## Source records
==============================

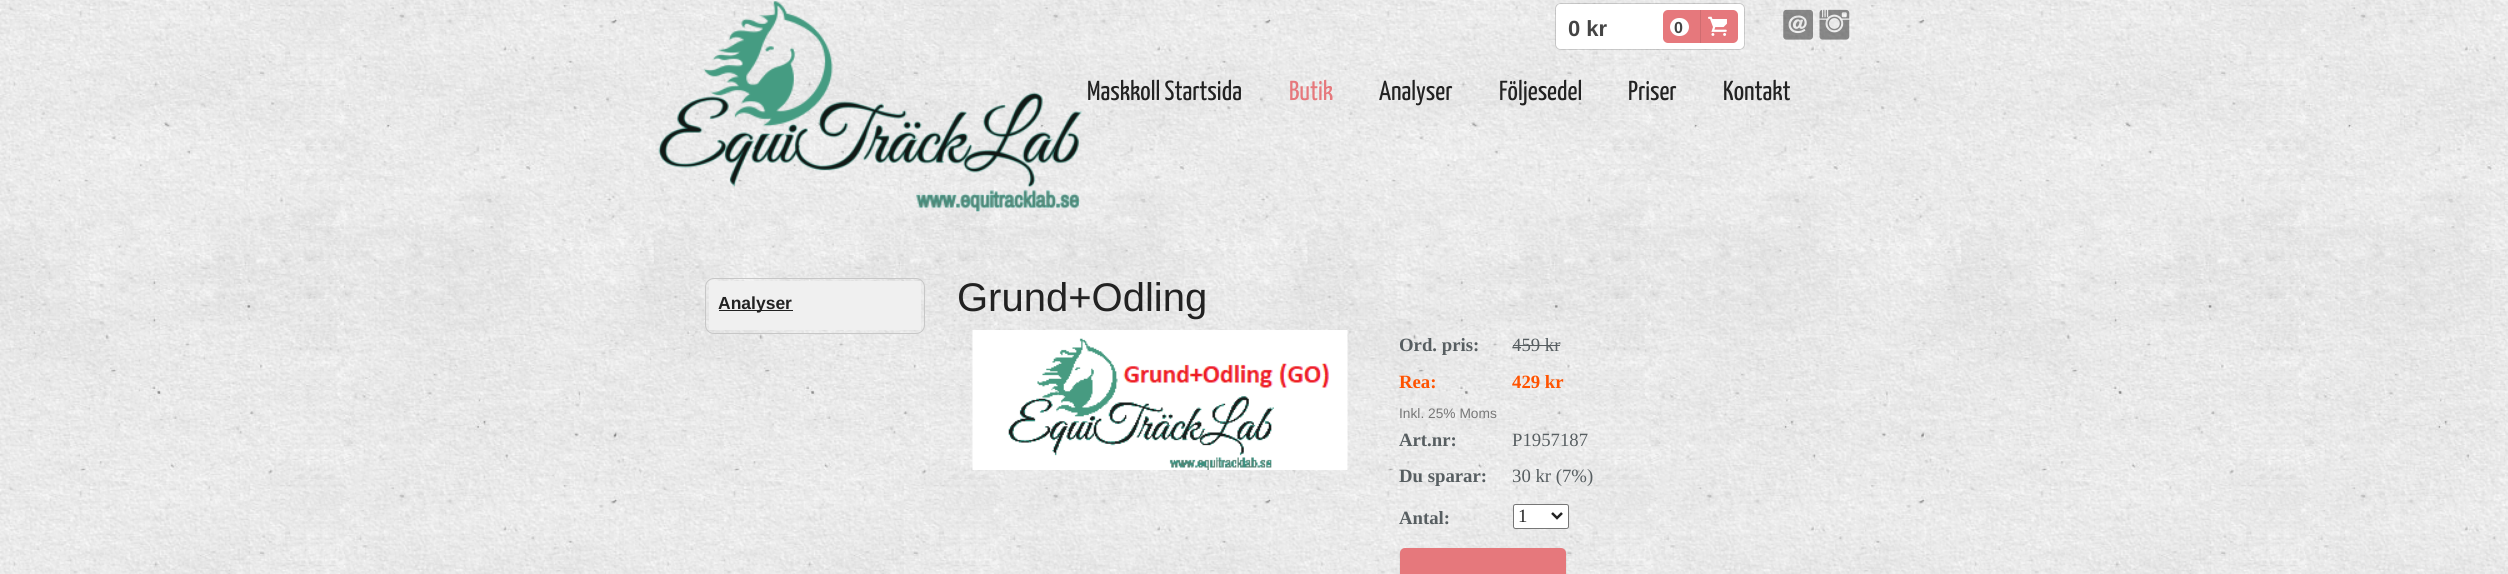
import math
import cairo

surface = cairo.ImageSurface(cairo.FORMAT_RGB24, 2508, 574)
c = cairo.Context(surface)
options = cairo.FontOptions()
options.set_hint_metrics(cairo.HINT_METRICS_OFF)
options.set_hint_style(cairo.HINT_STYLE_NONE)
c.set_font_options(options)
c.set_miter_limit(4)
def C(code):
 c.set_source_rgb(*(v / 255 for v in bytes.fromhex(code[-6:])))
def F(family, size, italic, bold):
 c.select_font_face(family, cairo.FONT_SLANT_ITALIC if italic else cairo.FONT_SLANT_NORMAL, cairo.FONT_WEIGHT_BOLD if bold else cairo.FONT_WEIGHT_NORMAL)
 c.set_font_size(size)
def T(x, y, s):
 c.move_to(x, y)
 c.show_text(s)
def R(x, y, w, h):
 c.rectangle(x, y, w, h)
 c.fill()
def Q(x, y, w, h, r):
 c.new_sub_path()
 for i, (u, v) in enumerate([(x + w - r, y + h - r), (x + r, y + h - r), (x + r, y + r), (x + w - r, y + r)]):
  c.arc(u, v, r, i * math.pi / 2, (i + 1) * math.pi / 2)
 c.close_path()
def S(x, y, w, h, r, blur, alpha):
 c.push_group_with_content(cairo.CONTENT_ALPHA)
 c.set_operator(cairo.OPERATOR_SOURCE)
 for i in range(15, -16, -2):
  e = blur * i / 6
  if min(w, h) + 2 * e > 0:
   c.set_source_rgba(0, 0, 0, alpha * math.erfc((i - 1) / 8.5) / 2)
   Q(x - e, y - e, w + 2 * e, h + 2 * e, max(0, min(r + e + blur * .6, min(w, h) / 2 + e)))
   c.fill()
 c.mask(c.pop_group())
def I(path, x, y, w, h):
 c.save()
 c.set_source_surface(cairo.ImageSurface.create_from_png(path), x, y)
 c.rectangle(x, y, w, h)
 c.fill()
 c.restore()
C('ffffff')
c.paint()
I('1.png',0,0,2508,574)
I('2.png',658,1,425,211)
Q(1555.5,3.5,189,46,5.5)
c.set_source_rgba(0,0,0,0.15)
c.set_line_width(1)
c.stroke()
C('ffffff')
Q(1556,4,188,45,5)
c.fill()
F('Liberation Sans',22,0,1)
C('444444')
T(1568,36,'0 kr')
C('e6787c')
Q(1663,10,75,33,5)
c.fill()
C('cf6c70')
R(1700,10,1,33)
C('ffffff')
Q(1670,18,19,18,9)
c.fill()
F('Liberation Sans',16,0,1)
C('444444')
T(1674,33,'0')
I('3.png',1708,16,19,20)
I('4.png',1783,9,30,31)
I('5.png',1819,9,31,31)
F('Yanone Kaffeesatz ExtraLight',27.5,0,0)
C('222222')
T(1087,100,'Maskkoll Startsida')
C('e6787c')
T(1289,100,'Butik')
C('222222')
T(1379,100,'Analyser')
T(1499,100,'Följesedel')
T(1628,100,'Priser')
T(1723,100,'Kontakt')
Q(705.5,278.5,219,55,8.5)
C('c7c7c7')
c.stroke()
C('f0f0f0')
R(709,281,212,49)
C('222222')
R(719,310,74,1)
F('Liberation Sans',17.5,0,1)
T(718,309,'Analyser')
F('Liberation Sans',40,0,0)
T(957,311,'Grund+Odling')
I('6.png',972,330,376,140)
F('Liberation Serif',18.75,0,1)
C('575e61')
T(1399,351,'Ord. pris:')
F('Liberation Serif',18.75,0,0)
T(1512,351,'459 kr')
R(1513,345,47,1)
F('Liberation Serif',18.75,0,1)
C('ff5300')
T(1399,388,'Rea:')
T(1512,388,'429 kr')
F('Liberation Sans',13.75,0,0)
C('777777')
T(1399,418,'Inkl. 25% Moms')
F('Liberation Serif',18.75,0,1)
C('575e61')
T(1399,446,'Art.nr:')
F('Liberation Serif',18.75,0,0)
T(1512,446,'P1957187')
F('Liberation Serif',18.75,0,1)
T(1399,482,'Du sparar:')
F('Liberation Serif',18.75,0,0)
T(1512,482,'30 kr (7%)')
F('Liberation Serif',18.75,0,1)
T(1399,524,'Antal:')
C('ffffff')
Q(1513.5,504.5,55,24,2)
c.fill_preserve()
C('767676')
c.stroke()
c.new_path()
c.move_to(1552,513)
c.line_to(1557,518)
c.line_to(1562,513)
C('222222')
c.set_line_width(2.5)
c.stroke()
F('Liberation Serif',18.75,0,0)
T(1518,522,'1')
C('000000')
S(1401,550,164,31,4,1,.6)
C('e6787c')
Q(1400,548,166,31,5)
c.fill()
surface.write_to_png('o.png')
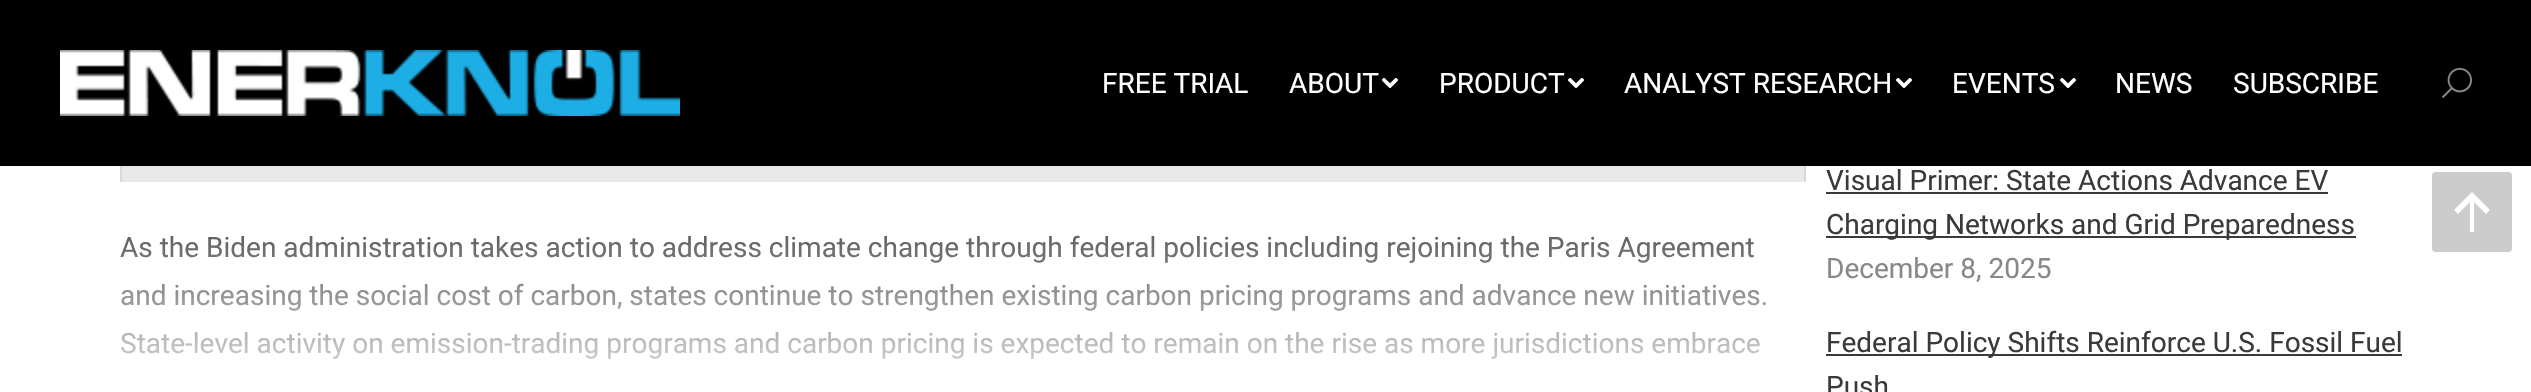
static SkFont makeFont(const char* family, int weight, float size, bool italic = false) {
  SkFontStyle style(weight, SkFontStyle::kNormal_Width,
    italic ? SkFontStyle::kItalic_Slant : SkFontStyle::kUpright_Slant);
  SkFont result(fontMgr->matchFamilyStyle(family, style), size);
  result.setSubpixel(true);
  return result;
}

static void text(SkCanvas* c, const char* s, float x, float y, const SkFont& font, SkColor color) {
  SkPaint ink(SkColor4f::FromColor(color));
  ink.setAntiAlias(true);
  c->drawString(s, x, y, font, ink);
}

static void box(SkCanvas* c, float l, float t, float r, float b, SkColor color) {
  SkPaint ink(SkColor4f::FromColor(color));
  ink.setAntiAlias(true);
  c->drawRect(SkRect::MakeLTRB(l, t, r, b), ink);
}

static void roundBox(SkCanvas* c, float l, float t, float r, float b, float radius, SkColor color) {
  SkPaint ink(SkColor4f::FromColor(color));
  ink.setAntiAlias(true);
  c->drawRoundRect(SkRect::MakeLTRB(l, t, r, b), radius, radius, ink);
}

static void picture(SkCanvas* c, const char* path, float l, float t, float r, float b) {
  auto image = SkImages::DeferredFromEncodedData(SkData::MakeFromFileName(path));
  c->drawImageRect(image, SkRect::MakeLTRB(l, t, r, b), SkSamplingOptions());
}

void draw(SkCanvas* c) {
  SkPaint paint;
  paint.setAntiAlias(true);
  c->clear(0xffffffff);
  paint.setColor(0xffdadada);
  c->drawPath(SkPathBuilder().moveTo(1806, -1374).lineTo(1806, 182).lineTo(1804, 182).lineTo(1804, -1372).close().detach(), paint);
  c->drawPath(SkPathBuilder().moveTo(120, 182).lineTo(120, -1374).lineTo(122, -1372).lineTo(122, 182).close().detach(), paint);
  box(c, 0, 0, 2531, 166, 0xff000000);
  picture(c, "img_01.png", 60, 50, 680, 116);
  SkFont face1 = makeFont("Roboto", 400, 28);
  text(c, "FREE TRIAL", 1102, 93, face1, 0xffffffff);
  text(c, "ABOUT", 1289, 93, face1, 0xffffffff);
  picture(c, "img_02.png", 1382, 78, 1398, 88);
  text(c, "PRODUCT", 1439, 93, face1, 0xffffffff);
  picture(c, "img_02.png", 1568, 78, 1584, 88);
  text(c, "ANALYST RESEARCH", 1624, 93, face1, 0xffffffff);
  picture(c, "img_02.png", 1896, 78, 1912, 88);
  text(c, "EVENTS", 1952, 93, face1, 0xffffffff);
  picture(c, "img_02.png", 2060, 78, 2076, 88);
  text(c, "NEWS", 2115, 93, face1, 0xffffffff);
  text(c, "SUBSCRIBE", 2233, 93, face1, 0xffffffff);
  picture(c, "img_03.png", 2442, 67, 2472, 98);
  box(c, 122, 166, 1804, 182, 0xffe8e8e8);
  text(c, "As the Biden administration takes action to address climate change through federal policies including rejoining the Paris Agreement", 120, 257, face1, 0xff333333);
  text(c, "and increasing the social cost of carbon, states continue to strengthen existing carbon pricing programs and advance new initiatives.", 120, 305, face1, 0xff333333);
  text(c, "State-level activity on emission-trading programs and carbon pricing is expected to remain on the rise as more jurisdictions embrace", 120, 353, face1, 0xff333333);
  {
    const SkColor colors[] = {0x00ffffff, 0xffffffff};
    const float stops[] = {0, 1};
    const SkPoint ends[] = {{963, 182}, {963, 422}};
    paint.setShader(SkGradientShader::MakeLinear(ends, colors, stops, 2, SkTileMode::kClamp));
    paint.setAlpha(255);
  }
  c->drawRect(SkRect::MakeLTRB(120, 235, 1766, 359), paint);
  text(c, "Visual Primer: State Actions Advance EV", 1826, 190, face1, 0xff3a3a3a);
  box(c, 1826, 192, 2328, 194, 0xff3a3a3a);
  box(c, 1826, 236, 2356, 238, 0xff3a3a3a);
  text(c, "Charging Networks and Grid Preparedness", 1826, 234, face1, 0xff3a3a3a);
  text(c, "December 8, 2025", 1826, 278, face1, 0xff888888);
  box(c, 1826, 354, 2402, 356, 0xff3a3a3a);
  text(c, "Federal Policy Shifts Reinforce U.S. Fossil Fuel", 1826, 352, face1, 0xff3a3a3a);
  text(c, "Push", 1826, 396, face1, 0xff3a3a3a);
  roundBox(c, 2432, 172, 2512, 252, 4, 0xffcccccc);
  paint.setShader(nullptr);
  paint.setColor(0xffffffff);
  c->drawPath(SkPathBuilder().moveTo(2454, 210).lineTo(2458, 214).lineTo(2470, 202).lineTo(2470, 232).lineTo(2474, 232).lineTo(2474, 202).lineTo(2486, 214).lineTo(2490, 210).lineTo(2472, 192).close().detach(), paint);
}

==============================

## Work required
Taking the entries above, write out exactly the lines starting with the line containing "static void roundBox(SkCanvas*" and going on through the line containing "SkPaint paint;", both included, and nothing else.

## The answer
static void roundBox(SkCanvas* c, float l, float t, float r, float b, float radius, SkColor color) {
  SkPaint ink(SkColor4f::FromColor(color));
  ink.setAntiAlias(true);
  c->drawRoundRect(SkRect::MakeLTRB(l, t, r, b), radius, radius, ink);
}

static void picture(SkCanvas* c, const char* path, float l, float t, float r, float b) {
  auto image = SkImages::DeferredFromEncodedData(SkData::MakeFromFileName(path));
  c->drawImageRect(image, SkRect::MakeLTRB(l, t, r, b), SkSamplingOptions());
}

void draw(SkCanvas* c) {
  SkPaint paint;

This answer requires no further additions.